Feierliche Eröffnung auf der Gemeindewiese

Mit einem gut besuchten Gottesdienst hat die Evangelische Kirchengemeinde Nordhofen ihren neuen Außenaltar vorgestellt. Mehr als 100 Besucherinnen und Besucher versammelten sich bei tollem Wetter auf der Gemeindewiese, auf der der Altar aus Muschelkalk seine Heimat gefunden hat.

Ein schönes Ambiente, auf das Pfarrer Michael Rother schon während der Eingangsliturgie Bezug nahm: Das Jesuswort von der Sorglosigkeit beim Betrachten der Vögel unter dem Himmel und der Lilien auf dem Feld markierte den ruhigen, meditativen Beginn.
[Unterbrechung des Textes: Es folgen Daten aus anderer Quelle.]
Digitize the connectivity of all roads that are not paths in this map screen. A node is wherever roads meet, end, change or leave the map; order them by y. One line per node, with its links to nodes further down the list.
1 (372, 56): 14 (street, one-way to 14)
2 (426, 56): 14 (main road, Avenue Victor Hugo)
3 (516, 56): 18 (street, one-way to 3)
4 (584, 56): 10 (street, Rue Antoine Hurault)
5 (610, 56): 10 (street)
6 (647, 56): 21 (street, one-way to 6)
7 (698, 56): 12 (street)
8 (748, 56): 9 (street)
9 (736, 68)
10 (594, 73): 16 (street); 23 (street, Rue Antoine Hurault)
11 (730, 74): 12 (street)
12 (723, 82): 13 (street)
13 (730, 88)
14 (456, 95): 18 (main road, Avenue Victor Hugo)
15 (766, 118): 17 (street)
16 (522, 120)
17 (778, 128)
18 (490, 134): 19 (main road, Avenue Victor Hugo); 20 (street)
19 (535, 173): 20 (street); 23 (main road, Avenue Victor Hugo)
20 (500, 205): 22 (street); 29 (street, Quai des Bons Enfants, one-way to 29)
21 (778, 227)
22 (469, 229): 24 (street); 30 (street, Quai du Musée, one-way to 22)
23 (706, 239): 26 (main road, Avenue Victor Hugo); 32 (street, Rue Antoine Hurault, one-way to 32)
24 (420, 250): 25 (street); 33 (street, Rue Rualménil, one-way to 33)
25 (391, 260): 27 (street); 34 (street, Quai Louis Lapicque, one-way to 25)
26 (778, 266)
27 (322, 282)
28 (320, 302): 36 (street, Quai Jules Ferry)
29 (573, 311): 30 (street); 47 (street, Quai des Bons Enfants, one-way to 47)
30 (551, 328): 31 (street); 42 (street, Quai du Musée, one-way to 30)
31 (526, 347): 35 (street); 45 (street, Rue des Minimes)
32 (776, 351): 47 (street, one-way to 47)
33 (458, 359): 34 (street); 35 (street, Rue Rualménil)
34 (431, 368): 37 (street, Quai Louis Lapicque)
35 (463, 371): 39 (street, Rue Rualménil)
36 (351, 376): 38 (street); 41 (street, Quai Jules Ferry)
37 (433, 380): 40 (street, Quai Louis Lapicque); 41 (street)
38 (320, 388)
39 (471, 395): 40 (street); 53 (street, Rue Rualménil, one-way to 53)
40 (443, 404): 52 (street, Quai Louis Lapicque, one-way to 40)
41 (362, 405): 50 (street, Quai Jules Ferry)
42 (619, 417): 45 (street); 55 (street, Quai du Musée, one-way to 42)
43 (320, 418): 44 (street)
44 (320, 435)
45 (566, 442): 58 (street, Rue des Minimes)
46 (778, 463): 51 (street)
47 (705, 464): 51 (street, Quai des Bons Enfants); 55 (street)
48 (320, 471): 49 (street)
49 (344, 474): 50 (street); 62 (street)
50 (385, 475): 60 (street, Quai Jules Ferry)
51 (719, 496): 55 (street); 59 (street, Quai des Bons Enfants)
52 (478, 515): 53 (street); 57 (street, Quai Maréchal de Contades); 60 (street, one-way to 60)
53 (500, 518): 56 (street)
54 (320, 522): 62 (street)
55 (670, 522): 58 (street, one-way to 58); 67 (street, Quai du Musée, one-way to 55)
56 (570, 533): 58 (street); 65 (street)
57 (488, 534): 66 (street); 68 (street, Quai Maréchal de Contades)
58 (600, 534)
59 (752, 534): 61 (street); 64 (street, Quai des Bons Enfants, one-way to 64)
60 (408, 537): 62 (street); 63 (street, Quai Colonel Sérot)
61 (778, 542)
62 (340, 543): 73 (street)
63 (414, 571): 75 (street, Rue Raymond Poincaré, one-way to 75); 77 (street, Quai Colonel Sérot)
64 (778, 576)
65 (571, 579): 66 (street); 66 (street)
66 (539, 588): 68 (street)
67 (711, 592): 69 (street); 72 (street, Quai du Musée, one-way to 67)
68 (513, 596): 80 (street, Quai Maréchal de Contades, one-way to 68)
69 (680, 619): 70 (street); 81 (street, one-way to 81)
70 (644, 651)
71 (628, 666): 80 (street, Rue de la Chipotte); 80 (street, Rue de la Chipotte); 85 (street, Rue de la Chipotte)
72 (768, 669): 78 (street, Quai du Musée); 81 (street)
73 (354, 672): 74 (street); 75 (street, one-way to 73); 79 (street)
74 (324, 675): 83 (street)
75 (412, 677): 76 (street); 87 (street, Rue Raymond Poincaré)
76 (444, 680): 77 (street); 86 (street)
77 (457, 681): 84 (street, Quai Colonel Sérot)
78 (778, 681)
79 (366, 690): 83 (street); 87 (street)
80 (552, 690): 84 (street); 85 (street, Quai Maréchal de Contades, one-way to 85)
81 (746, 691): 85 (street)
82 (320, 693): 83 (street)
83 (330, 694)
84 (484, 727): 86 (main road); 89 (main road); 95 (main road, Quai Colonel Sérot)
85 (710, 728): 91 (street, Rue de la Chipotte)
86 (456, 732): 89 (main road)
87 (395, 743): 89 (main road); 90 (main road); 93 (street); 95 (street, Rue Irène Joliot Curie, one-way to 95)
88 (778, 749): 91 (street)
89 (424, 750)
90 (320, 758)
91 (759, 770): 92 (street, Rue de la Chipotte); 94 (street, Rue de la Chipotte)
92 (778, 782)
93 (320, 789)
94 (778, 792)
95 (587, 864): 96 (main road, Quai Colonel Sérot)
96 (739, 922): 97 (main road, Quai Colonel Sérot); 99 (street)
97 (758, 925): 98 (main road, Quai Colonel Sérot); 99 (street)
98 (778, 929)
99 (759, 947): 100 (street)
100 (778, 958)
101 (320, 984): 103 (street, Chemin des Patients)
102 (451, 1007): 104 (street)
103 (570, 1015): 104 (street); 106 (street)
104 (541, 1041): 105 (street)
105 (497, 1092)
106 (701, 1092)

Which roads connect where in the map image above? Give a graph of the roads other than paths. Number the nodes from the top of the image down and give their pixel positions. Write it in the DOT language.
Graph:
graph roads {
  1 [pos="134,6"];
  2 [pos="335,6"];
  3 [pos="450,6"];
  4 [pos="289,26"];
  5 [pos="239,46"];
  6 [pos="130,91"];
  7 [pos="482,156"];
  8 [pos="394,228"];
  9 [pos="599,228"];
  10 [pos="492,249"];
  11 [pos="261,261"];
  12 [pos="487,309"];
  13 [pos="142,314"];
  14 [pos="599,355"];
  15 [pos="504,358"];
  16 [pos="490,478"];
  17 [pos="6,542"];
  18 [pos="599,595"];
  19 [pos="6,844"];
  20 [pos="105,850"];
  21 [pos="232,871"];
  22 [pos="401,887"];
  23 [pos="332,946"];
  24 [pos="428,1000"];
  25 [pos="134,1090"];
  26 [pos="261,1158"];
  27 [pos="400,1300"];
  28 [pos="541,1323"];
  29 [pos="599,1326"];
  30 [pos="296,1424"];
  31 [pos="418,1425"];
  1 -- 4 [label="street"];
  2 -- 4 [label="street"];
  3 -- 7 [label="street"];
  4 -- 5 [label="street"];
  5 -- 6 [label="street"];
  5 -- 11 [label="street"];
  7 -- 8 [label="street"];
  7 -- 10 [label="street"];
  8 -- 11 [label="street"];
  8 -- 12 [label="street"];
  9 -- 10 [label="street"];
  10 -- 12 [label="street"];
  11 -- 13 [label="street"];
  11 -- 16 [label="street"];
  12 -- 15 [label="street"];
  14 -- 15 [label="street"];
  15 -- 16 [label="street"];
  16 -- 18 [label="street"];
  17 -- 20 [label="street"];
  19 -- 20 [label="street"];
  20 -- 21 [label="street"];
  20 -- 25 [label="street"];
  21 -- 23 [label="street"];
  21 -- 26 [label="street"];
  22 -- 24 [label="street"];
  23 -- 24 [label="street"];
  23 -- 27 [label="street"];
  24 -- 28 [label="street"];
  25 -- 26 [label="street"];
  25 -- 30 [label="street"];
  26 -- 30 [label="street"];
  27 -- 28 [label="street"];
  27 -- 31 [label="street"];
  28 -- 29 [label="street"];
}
In der Predigt sprach Rother dann über das Pfingstwunder und schlug eine Brücke von Jerusalem über Erfurt in den Westerwald: „Petrus und seine Leute haben die Nähe Gottes als etwas erfahren, das ins Freie führt.
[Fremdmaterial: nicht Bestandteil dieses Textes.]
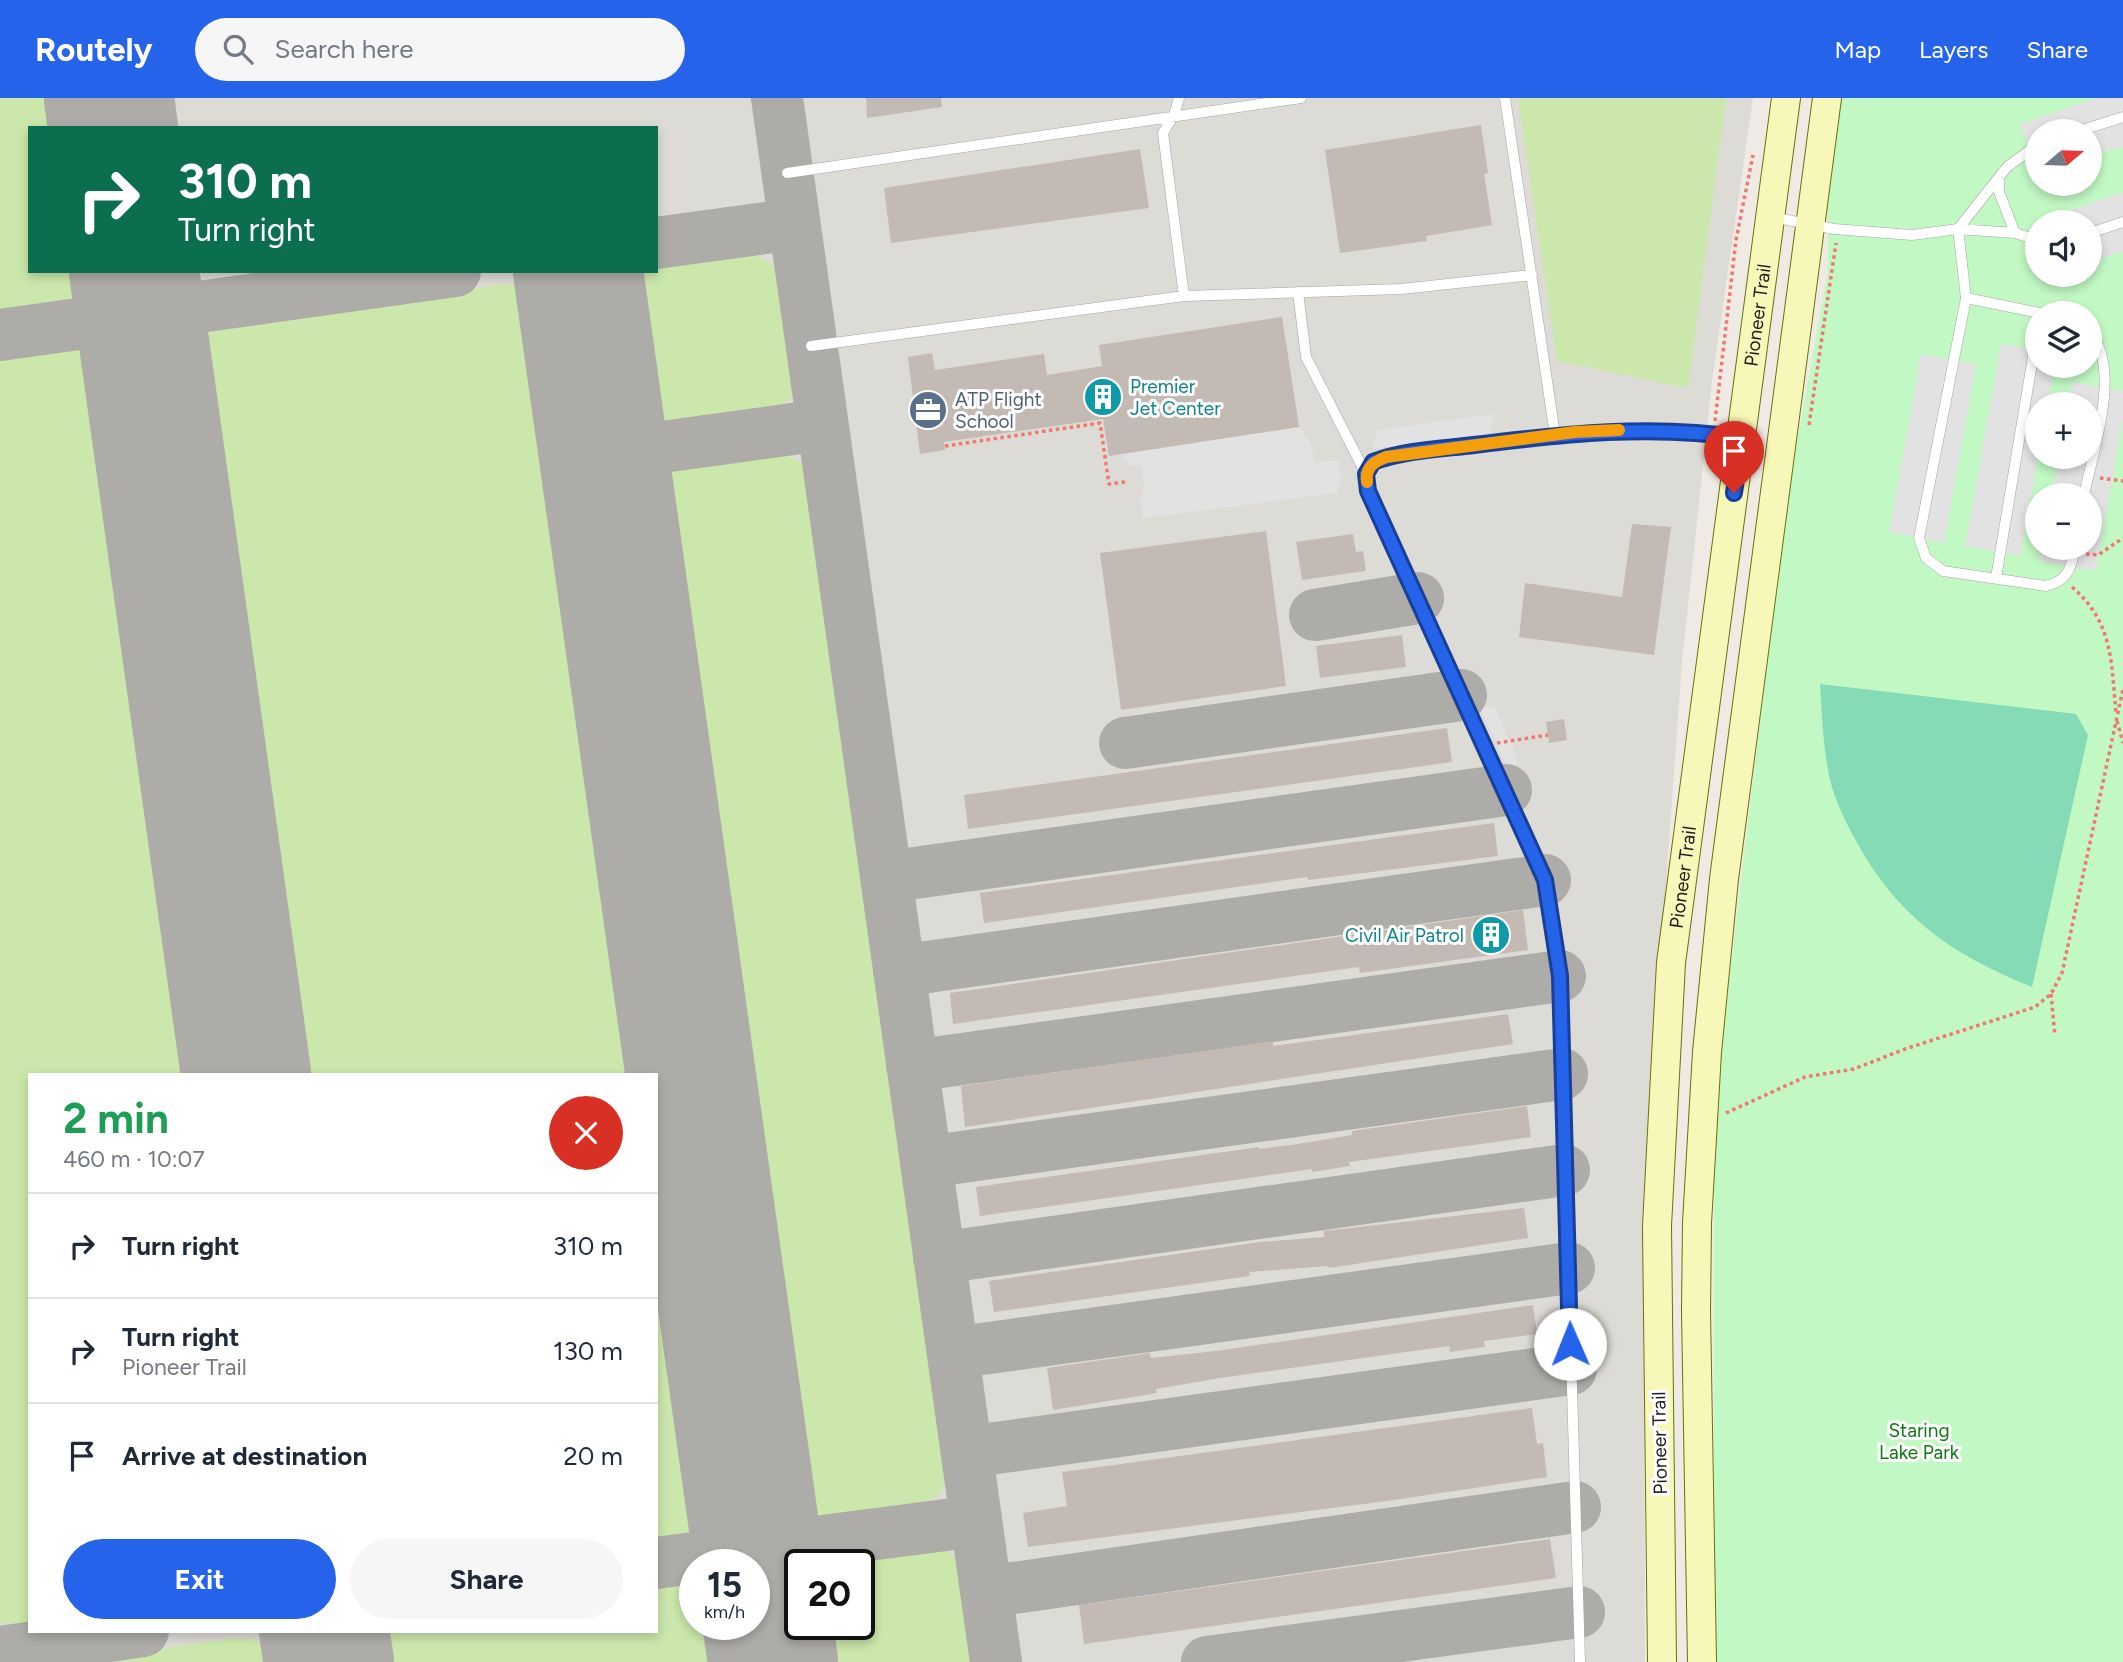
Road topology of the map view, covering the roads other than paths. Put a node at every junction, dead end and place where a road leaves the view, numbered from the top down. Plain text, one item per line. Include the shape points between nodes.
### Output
1 (1178, 98) edge
2 (1301, 98) edge
3 (1505, 98) edge
4 (1786, 98) edge
5 (1827, 98) edge
6 (1174, 116) junction
7 (2123, 117) edge
8 (2102, 124) edge
9 (2025, 152) edge
10 (787, 173) dead end
11 (1999, 180) junction
12 (1772, 217) junction
13 (2123, 222) edge
14 (1822, 227) junction
15 (1958, 229) junction
16 (2102, 229) edge
17 (2015, 233) junction
18 (2025, 236) edge
19 (1532, 275) junction
20 (1298, 292) junction
21 (1184, 296) junction
22 (1966, 298) junction
23 (2025, 310) edge
24 (811, 346) dead end
25 (2102, 355) edge
26 (2029, 378) edge
27 (1555, 435) junction
28 (1742, 438) junction
29 (1366, 474) junction
30 (2087, 483) edge
31 (2072, 560) edge
32 (1996, 578) junction
33 (1580, 1662) edge
34 (1662, 1662) edge
35 (1702, 1662) edge

1 - 6 lane
2 - 6 lane
3 - 19 lane
4 - 12 main road, Pioneer Trail
5 - 14 main road, Pioneer Trail
6 - 10 lane
6 - 21 lane via 1163,133
7 - 8 lane
9 - 11 lane
11 - 15 lane
11 - 17 lane
12 - 14 lane
12 - 28 main road, Pioneer Trail
13 - 16 lane
14 - 15 lane via 1912,235
14 - 35 main road, Pioneer Trail via 1724,879 1707,1040 1696,1311
15 - 17 lane
15 - 22 lane
17 - 18 lane
19 - 20 lane via 1401,289
19 - 27 lane
20 - 21 lane
20 - 29 lane via 1306,357
21 - 24 lane
22 - 23 lane
22 - 32 lane via 1919,538 1921,550 1934,567
25 - 30 lane via 2106,373
26 - 32 lane
27 - 28 lane via 1640,429
27 - 29 lane via 1386,457 1373,462
28 - 34 main road, Pioneer Trail via 1681,877 1664,1060 1657,1226
29 - 33 lane via 1368,491 1545,880 1560,976
31 - 32 lane via 2069,573 2046,586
Martin Luther hat in seiner Mönchszelle beim Lesen der Bibel diese Nähe Gottes auch entdeckt, und sie hat ihn selbstbewusst eintreten lassen für den Beginn der Reformation.“ 500 Jahre später, sagt Rother weiter, verlassen Westerwälder ihre Häuser und dürfen unter freiem Himmel die Anwesenheit Gottes feiern. „Der Altar auf der Wiese führt auch uns ins Freie, das Selbstbewusstsein und in die Gemeinschaft. Es gilt, die Häuser und damit die äußerlichen Sicherheiten zu verlassen und sich in einem Vertrauen auf die Nähe Gottes auf den Lebensweg zu machen.“

Der Altar, findet Rother, ist ein Zeichen für einen sich nahenden Gott. „Wenn wir einen Altar in den Dreck stellen, dann bezeugen wir damit die wunderbare Nähe Gottes überall.“ Ein Allmächtiger, der auch in Zeiten des Terrors da ist, sagt Rother und bezieht sich auf die jüngsten Anschläge in England: „Der eine Gott ist es, welcher in die Freiheit und die Gemeinschaft führt. Es ist der Gott Abrahams, welcher der Herr der Juden, Christen und Moslems ist. Wir dürfen uns nicht verunsichern lassen, sondern müssen die gesamte Menschheit als die einen Kinder des Höchsten ansehen und das Vertrauen auf ihn gemeinsam gestalten.“
Am Ende seiner Predigt rief Rother die Zuhörer auf, den neuen Altar zu nutzen – entweder alleine oder miteinander. Und er ermutigte sie, etwas auf in zu legen: eine Sorge, eine Kastanie, etwas von der Ernte, Bitte und Dank.

Neben dem Pfarrer gestalteten die Prädikantinnen Kriemhild Hellmann und Else Moser die Liturgie. Als Freilandküster war Karl-Heinz Altwasser im Einsatz, und das Westerwälder Bläserensemble hat den Gottesdienst musikalisch begleitet.
Im Anschluss lud die Kirchengemeinde alle Besucher zu Kaffee und selbstgebackenem Kuchen ein und ließ den Tag mit guten Gesprächen ausklingen.